*** Opening of Task material ***
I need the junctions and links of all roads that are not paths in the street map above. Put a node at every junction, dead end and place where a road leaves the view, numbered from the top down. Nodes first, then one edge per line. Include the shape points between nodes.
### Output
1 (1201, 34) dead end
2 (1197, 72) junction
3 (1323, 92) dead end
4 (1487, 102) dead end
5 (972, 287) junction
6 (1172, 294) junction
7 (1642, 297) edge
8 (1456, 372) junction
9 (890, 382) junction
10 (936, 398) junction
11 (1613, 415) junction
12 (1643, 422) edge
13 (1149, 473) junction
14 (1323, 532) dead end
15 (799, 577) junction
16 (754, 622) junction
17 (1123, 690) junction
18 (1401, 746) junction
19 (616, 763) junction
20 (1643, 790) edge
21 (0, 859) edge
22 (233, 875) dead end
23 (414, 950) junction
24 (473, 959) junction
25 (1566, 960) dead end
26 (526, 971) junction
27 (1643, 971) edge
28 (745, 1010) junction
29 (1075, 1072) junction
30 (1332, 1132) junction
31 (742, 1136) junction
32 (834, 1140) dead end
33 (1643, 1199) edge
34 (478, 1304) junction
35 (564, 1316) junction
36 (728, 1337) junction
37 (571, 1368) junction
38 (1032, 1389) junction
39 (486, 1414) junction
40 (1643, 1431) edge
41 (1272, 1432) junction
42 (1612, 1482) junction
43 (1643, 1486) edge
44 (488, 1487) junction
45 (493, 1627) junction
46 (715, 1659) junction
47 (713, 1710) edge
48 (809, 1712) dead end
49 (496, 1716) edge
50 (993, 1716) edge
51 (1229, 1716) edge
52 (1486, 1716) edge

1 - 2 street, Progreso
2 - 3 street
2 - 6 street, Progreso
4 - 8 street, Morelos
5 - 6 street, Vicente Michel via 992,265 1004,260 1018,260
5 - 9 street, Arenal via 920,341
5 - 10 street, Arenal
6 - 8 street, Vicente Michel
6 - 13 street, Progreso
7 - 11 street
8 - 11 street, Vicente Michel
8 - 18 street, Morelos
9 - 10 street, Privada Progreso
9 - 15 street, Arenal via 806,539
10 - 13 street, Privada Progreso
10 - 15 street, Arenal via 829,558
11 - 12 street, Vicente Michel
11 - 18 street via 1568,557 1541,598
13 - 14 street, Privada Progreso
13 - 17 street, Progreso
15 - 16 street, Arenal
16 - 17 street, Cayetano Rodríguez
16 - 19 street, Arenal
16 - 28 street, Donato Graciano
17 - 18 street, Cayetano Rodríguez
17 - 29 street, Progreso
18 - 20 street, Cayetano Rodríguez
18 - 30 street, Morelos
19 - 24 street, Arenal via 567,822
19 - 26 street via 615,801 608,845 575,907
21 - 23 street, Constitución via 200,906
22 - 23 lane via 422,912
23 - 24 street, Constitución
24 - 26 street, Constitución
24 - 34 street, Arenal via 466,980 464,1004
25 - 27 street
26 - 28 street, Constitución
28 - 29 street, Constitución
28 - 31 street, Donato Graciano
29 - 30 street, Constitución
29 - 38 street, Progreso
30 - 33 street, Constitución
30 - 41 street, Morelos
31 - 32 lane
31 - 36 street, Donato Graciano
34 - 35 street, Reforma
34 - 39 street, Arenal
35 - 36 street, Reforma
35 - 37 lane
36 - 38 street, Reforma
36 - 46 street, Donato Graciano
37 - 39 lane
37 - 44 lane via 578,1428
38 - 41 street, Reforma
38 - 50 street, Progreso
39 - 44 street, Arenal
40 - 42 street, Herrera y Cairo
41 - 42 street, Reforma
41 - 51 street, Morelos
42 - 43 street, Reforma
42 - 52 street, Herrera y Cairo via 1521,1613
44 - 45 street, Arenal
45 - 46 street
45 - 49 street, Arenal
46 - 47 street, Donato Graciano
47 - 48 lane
*** Close of Task material ***
• What the exercise asks
Give every entry back exactly as it was written above.

• Answer to this task
I need the junctions and links of all roads that are not paths in the street map above. Put a node at every junction, dead end and place where a road leaves the view, numbered from the top down. Nodes first, then one edge per line. Include the shape points between nodes.
### Output
1 (1201, 34) dead end
2 (1197, 72) junction
3 (1323, 92) dead end
4 (1487, 102) dead end
5 (972, 287) junction
6 (1172, 294) junction
7 (1642, 297) edge
8 (1456, 372) junction
9 (890, 382) junction
10 (936, 398) junction
11 (1613, 415) junction
12 (1643, 422) edge
13 (1149, 473) junction
14 (1323, 532) dead end
15 (799, 577) junction
16 (754, 622) junction
17 (1123, 690) junction
18 (1401, 746) junction
19 (616, 763) junction
20 (1643, 790) edge
21 (0, 859) edge
22 (233, 875) dead end
23 (414, 950) junction
24 (473, 959) junction
25 (1566, 960) dead end
26 (526, 971) junction
27 (1643, 971) edge
28 (745, 1010) junction
29 (1075, 1072) junction
30 (1332, 1132) junction
31 (742, 1136) junction
32 (834, 1140) dead end
33 (1643, 1199) edge
34 (478, 1304) junction
35 (564, 1316) junction
36 (728, 1337) junction
37 (571, 1368) junction
38 (1032, 1389) junction
39 (486, 1414) junction
40 (1643, 1431) edge
41 (1272, 1432) junction
42 (1612, 1482) junction
43 (1643, 1486) edge
44 (488, 1487) junction
45 (493, 1627) junction
46 (715, 1659) junction
47 (713, 1710) edge
48 (809, 1712) dead end
49 (496, 1716) edge
50 (993, 1716) edge
51 (1229, 1716) edge
52 (1486, 1716) edge

1 - 2 street, Progreso
2 - 3 street
2 - 6 street, Progreso
4 - 8 street, Morelos
5 - 6 street, Vicente Michel via 992,265 1004,260 1018,260
5 - 9 street, Arenal via 920,341
5 - 10 street, Arenal
6 - 8 street, Vicente Michel
6 - 13 street, Progreso
7 - 11 street
8 - 11 street, Vicente Michel
8 - 18 street, Morelos
9 - 10 street, Privada Progreso
9 - 15 street, Arenal via 806,539
10 - 13 street, Privada Progreso
10 - 15 street, Arenal via 829,558
11 - 12 street, Vicente Michel
11 - 18 street via 1568,557 1541,598
13 - 14 street, Privada Progreso
13 - 17 street, Progreso
15 - 16 street, Arenal
16 - 17 street, Cayetano Rodríguez
16 - 19 street, Arenal
16 - 28 street, Donato Graciano
17 - 18 street, Cayetano Rodríguez
17 - 29 street, Progreso
18 - 20 street, Cayetano Rodríguez
18 - 30 street, Morelos
19 - 24 street, Arenal via 567,822
19 - 26 street via 615,801 608,845 575,907
21 - 23 street, Constitución via 200,906
22 - 23 lane via 422,912
23 - 24 street, Constitución
24 - 26 street, Constitución
24 - 34 street, Arenal via 466,980 464,1004
25 - 27 street
26 - 28 street, Constitución
28 - 29 street, Constitución
28 - 31 street, Donato Graciano
29 - 30 street, Constitución
29 - 38 street, Progreso
30 - 33 street, Constitución
30 - 41 street, Morelos
31 - 32 lane
31 - 36 street, Donato Graciano
34 - 35 street, Reforma
34 - 39 street, Arenal
35 - 36 street, Reforma
35 - 37 lane
36 - 38 street, Reforma
36 - 46 street, Donato Graciano
37 - 39 lane
37 - 44 lane via 578,1428
38 - 41 street, Reforma
38 - 50 street, Progreso
39 - 44 street, Arenal
40 - 42 street, Herrera y Cairo
41 - 42 street, Reforma
41 - 51 street, Morelos
42 - 43 street, Reforma
42 - 52 street, Herrera y Cairo via 1521,1613
44 - 45 street, Arenal
45 - 46 street
45 - 49 street, Arenal
46 - 47 street, Donato Graciano
47 - 48 lane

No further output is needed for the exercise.